IEEE Trans Image Process. 2012 Mar;21(3):958-67. doi: 10.1109/TIP.2011.2169272. Epub 2011 Sep 23.
This paper introduces a class of adaptive Perona-Malik (PM) diffusion, which combines the PM equation with the heat equation. The PM equation provides a potential algorithm for image segmentation, noise removal, edge detection, and image enhancement. However, the defect of traditional PM model is tending to cause the staircase effect and create new features in the processed image. Utilizing the edge indicator as a variable exponent, we can adaptively control the diffusion mode, which alternates between PM diffusion and Gaussian smoothing in accordance with the image feature.
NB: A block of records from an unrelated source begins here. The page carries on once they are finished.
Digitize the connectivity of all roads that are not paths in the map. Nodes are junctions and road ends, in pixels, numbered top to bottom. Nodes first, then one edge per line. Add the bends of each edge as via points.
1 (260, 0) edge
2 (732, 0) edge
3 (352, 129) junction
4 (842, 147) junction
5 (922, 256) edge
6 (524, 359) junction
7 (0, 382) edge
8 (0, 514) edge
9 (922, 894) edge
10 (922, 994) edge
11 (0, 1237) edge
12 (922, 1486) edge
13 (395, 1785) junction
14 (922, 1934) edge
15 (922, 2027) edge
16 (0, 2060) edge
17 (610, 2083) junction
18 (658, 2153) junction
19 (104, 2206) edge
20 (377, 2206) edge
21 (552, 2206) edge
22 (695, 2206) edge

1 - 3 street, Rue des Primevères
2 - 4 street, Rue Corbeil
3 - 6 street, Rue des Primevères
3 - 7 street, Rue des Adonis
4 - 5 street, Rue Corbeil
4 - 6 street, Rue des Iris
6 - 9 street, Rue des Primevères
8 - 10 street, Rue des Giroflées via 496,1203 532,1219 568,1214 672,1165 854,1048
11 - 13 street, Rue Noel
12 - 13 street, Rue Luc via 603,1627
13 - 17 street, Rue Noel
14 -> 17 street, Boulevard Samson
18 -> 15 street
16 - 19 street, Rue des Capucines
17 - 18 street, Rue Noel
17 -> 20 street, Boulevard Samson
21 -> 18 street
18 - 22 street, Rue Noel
Computer experiments indicate that the present algorithm is very efficient for edge detection and noise removal.
本文提出了一类自适应 Perona-Malik (PM) 扩散模型,它将 PM 方程与热方程相结合。PM 方程为图像分割、噪声去除、边缘检测和图像增强提供了一种潜在的算法。然而,传统 PM 模型的缺陷是容易导致阶梯效应,并在处理后的图像中产生新的特征。利用边缘指示符作为变量指数,可以自适应地控制扩散模式,根据图像特征在 PM 扩散和高斯平滑之间交替。计算机实验表明,该算法在边缘检测和噪声去除方面非常有效。